JPH04363562A - Diluting device - Google Patents

Abstract

PURPOSE:To prevent a crystal accident and to shorten a diluting time at the time of stopping a refrigerator by branching a tube from a discharge side of a refrigerant or solution pump, coupling it to a concentrated solution outlet side of a regenerator, and feeding the refrigerant or dilute solution by the discharge pressure of the pump. CONSTITUTION:A forcible dilution valve 17 is provided in a forcible dilution tube 16 for connecting a discharge side of a refrigerant pump 8 to a concentrated solution tube 6a of a regenerator 1, and progress of crystal is sensed from a temperature difference of thermometers provided at the regenerator 1 and the tube 6a. If forcible dilution for preventing crystal is required, the valve 17 is opened, and the concentrated solution is diluted by regulating the valve opening time. Accordingly, its constitution is simple, small in size, its maintenance is facilitated, and a cycle efficiency can be improved.

Description

[Detailed description of the invention]

0001

BACKGROUND OF THE INVENTION 1. Field of the Invention The present invention relates to a method for avoiding crystallization accidents in absorption refrigerators.
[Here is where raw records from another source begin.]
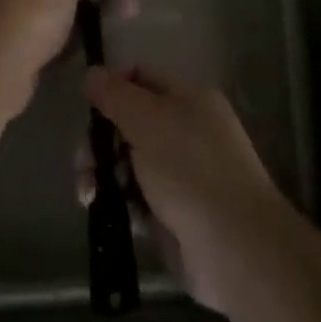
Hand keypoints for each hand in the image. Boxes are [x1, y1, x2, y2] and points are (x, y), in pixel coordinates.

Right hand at [83, 64, 285, 312]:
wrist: (235, 248)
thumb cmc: (190, 171)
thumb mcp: (147, 121)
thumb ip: (115, 95)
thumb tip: (92, 72)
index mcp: (189, 98)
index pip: (140, 77)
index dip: (110, 86)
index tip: (85, 105)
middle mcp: (186, 130)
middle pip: (128, 122)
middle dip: (99, 141)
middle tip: (86, 165)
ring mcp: (181, 173)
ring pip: (128, 162)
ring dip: (103, 175)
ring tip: (90, 196)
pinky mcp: (174, 212)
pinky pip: (137, 197)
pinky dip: (123, 204)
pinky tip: (117, 216)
The present invention also relates to a method of diluting a solution for shutting down an absorption refrigerator.

0002

BACKGROUND OF THE INVENTION In the prior art, there is no technology to detect crystals and prevent crystal accidents, and the entire cycle is set to operate at a low concentration that does not lead to crystals. Therefore, when a certain amount of refrigerant accumulates, the entire solution side becomes concentrated by that amount, and attempts are made to keep the concentration of the entire solution low by dropping the refrigerant into the solution side. However, since the danger of crystals is determined only by the amount of refrigerant, rather than by the concentrated solution system of the regenerator where there is a risk of crystals, a considerable safety margin is taken into consideration, and as a result, the amount of refrigerant charged must be increased. Design techniques were required to allow the refrigerant to cool down. In addition, even when there was no danger of crystal formation, if the refrigerant accumulated, it would fall into the solution side, resulting in a decrease in cooling capacity, making it a very inefficient method. Additionally, once crystallized, it would cause serious malfunctions and required a lot of human labor to crystallize.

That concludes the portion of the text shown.